New technologies, including engineering controls and respirators, have been introduced in recent years to improve health and safety in coal, metal, mineral, stone and other mines, yet many of the nation’s 200,000 miners do not always take advantage of these safety measures.
In her pioneering research, Emily Haas of the National Institute for Occupational Safety and Health has advanced the use of behavioral science to understand how employee perspectives influence the adoption of new technology and workplace practices. She has used these findings to develop a series of innovative solutions to encourage employees to take steps that will reduce their exposure to serious health and safety risks.
“Many researchers examine safety issues in mines, but they rarely have the strategic vision and wherewithal to actually make things happen,” said Jeffrey Kohler, a former colleague at NIOSH and professor and chair of the Department of Energy and Mineral Engineering at Penn State University. Haas is effective “in what really matters, translating the research into something that is really going to do something for the audience,” he said.
Traditionally, the mining industry has given updated technology and equipment to workers without further follow up. Haas, a senior behavioral research scientist in NIOSH’s Pittsburgh Mining Research Division, has focused on how the new technology can be implemented effectively throughout the industry.
From 2016 to 2018, Haas studied mine safety involving approximately 2,700 mine workers at 39 mines and identified gaps in how management perceives the strength of the safety culture compared with how workers perceive it.
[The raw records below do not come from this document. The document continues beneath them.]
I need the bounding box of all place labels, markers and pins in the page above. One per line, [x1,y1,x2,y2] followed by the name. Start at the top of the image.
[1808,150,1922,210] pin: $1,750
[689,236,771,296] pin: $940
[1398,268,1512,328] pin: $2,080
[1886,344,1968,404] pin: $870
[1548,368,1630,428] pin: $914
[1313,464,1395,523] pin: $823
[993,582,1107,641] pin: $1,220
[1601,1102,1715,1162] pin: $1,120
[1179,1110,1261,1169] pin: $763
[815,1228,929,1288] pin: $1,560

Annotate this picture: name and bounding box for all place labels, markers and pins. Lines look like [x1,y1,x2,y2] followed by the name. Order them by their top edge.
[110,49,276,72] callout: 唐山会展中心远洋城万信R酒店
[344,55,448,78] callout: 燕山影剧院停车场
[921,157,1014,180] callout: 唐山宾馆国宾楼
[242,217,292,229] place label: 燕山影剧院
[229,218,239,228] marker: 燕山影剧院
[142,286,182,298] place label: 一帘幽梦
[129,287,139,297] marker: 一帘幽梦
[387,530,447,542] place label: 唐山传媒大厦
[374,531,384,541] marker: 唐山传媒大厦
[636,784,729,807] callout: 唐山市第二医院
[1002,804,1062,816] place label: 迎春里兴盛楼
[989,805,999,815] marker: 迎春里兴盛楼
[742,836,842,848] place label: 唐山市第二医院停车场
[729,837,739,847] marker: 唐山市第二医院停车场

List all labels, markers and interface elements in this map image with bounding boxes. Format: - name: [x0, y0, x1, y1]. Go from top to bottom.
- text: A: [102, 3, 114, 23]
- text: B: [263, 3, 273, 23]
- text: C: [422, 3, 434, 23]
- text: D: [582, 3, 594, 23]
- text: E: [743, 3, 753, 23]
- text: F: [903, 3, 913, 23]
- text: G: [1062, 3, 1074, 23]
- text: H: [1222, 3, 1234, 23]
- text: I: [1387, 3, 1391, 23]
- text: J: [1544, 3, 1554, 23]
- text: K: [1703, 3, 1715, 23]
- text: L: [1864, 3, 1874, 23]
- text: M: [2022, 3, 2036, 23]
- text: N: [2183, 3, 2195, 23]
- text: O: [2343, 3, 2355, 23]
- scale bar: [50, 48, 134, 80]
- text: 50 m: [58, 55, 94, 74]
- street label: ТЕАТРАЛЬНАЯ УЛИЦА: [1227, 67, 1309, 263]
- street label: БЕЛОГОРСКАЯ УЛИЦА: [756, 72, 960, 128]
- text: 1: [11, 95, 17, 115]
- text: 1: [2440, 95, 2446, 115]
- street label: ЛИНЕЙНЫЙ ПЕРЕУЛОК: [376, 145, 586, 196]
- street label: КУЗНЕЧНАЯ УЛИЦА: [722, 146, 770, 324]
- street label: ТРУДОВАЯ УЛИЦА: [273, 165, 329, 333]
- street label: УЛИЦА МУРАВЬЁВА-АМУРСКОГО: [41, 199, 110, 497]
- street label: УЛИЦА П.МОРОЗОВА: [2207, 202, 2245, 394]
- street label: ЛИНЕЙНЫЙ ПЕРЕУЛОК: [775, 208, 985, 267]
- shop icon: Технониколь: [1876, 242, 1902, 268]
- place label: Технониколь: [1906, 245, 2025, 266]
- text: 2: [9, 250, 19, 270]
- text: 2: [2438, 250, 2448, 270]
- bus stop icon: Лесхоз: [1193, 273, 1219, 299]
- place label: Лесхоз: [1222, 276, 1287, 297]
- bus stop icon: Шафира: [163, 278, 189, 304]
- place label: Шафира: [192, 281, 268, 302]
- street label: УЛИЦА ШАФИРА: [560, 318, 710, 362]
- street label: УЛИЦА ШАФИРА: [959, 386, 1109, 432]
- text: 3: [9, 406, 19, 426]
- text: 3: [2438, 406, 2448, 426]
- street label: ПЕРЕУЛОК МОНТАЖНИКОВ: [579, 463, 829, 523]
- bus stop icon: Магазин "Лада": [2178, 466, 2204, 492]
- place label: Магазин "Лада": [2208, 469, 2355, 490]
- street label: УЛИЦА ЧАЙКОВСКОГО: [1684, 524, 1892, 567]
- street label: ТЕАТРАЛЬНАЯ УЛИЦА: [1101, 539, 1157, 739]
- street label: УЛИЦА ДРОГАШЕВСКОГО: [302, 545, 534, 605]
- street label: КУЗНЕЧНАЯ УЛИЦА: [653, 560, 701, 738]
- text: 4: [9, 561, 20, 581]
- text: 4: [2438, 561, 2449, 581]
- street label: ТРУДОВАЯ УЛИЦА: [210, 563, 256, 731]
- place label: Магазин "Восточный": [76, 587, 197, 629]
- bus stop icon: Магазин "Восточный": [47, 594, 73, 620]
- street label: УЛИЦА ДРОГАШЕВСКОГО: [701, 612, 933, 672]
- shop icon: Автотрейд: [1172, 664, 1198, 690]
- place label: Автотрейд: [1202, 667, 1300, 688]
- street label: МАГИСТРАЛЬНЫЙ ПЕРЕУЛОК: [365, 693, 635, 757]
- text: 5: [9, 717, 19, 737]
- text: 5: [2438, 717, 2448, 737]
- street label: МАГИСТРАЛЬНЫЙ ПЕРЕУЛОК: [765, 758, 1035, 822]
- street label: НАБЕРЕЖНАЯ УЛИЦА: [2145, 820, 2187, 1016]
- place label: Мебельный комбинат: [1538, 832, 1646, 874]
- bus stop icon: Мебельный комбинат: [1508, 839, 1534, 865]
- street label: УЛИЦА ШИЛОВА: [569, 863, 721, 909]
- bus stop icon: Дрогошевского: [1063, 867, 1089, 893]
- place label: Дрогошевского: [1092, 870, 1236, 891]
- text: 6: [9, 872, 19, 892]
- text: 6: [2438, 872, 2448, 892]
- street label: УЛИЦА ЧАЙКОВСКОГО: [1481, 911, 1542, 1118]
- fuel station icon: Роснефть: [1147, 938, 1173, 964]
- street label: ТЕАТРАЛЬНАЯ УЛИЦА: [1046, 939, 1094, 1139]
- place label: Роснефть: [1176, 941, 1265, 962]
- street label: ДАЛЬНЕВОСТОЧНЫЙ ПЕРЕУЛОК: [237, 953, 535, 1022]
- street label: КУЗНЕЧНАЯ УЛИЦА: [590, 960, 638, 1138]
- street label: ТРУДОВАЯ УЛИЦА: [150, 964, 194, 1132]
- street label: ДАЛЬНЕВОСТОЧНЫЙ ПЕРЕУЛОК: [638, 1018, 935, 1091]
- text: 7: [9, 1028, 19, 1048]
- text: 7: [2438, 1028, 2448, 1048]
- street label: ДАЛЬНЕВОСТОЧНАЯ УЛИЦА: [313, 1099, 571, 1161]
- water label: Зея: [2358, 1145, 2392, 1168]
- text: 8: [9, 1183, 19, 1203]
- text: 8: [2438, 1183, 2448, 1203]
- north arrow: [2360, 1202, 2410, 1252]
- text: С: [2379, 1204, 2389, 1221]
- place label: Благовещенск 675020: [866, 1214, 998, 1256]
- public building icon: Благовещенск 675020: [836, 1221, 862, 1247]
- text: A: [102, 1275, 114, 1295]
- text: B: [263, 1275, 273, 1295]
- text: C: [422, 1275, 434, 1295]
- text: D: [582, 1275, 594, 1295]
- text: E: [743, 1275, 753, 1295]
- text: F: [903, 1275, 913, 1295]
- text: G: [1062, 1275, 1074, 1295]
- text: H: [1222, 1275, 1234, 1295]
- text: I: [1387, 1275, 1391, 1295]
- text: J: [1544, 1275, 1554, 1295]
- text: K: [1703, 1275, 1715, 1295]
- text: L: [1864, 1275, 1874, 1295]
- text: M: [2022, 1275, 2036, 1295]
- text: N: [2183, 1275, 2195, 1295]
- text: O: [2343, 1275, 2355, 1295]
For example, her research found that while management might believe it is promoting safety, there are certain situations in which workers say they are afraid to report anything and do not believe that management supports safety.
By presenting this information to mining organizations, Haas helped empower workers and develop changes to the safety management systems at mining operations.
“Emily Haas created a unique approach to assess and improve safety climate at mine sites, an issue that was previously unexplained and historically unyielding to investigation,” said Audrey Glowacki, NIOSH team leader with Mine Emergencies and Organization Systems.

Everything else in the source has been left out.